1.2 Determination of Particle Size and Zeta potential: Globule size and polydispersity index of the amoxicillin and clarithromycin SMEDDS were determined by particle size analyser. Data analysis was conducted using software package provided by manufacturer. The emulsion stability is directly related to the magnitude of the surface charge. The zeta potential of the diluted SMEDDS formulation was measured using a (Zetasizer instrument). The SMEDDS were diluted with a ratio of 1:10 v/v with distilled water and mixed for 1m using a cyclomixer.

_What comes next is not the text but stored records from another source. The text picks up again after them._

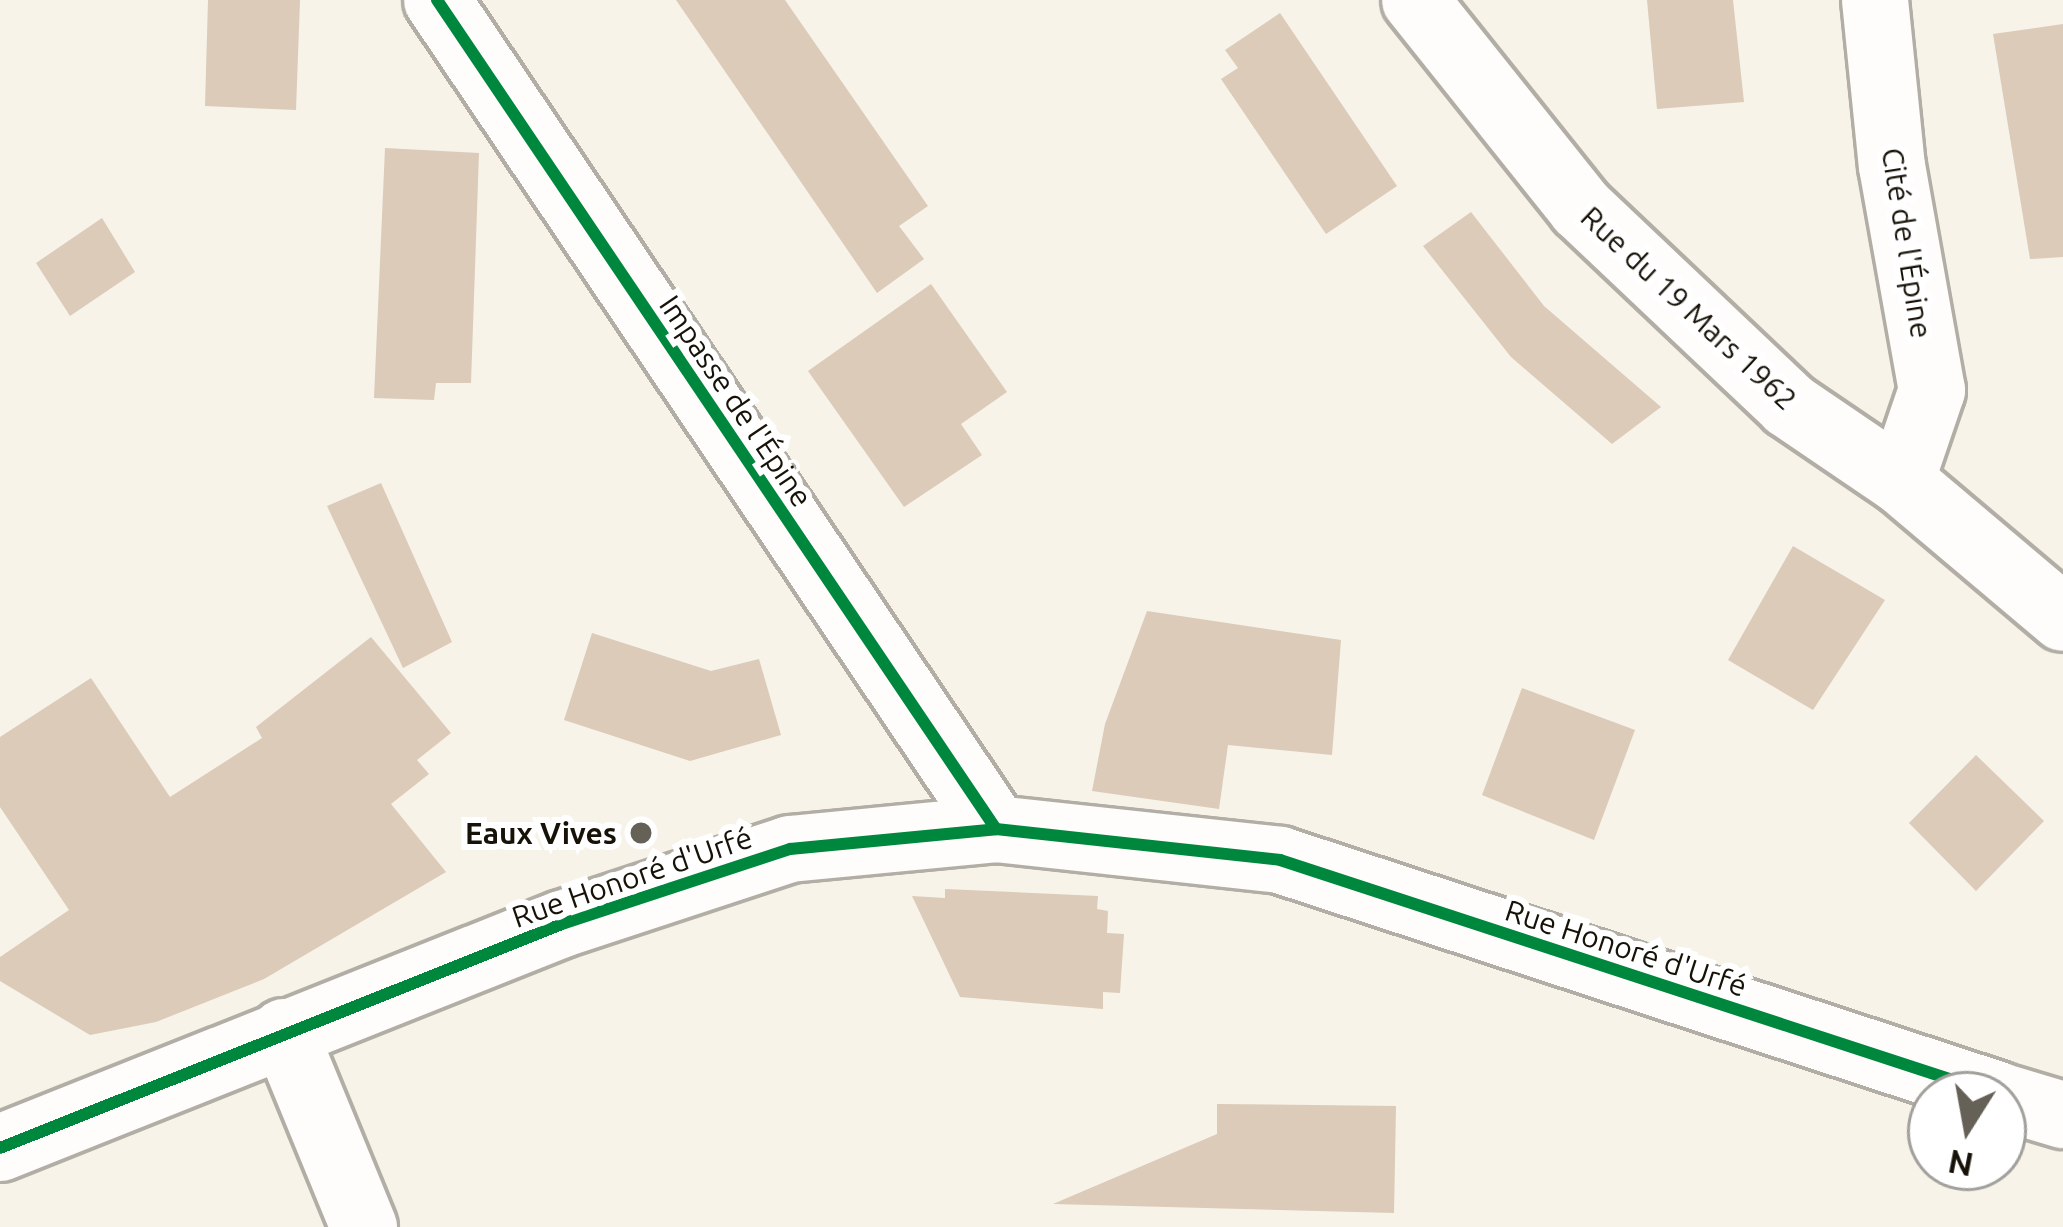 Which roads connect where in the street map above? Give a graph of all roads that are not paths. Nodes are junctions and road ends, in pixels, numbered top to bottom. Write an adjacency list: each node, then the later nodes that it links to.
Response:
1 (437, 0): 6 (street, Impasse de l'Épine)
2 (1414, 0): 4 (street, Rue du 19 Mars 1962)
3 (1875, 0): 4 (street, Cité de l'Épine)
4 (1901, 481): 5 (street, Rue du 19 Mars 1962)
5 (2063, 618)
6 (995, 829): 7 (street, Rue Honoré d'Urfé); 8 (street, Rue Honoré d'Urfé)
7 (284, 1032): 11 (street, Rue Honoré d'Urfé); 12 (street)
8 (1924, 1071)
9 (2027, 1104): 10 (street, Rue Honoré d'Urfé)
10 (2063, 1115)
11 (4, 1143)
12 (364, 1227) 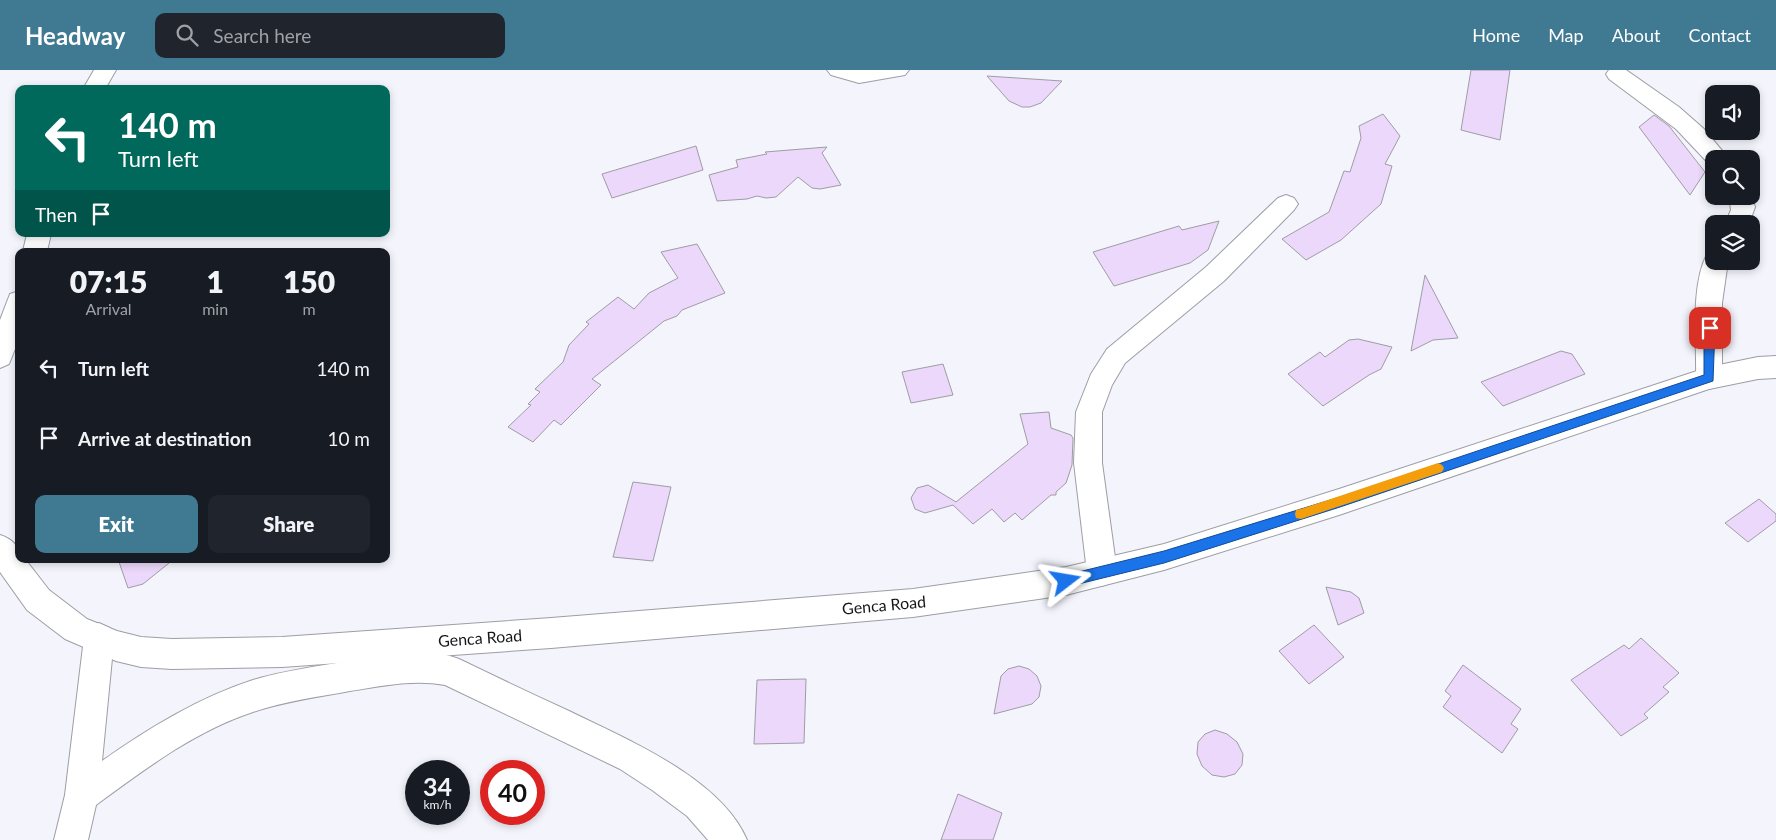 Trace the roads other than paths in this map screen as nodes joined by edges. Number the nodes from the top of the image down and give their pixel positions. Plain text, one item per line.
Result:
1 (105, 70) edge
2 (838, 70) edge
3 (898, 70) edge
4 (1617, 74) dead end
5 (96, 85) edge
6 (1712, 150) edge
7 (1286, 204) dead end
8 (1714, 270) edge
9 (15, 313) edge
10 (0, 357) edge
11 (1776, 367) edge
12 (1709, 378) junction
13 (0, 548) edge
14 (1102, 572) junction
15 (99, 638) junction
16 (82, 795) junction
17 (71, 840) edge
18 (730, 840) edge

1 - 5 street
2 - 3 street
4 - 6 street
7 - 14 street
8 - 12 street
9 - 10 street
11 - 12 street, Genca Road
12 - 14 street, Genca Road
13 - 15 street, Genca Road
14 - 15 street, Genca Road
15 - 16 street
16 - 17 street
16 - 18 street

1.3 Self-Emulsification Assessment: Evaluation of the self-emulsifying properties of SMEDDS formulations was performed by visual assessed using the grading system given in Table 2. In brief, different compositions were categorized on speed of emulsification, clarity and apparent stability of the resultant emulsion. Visual assessment was performed by drop wise addition of the SMEDDS into 250 ml of distilled water. This was done in a glass beaker at room temperature, and the contents were gently stirred magnetically at ~100 rpm.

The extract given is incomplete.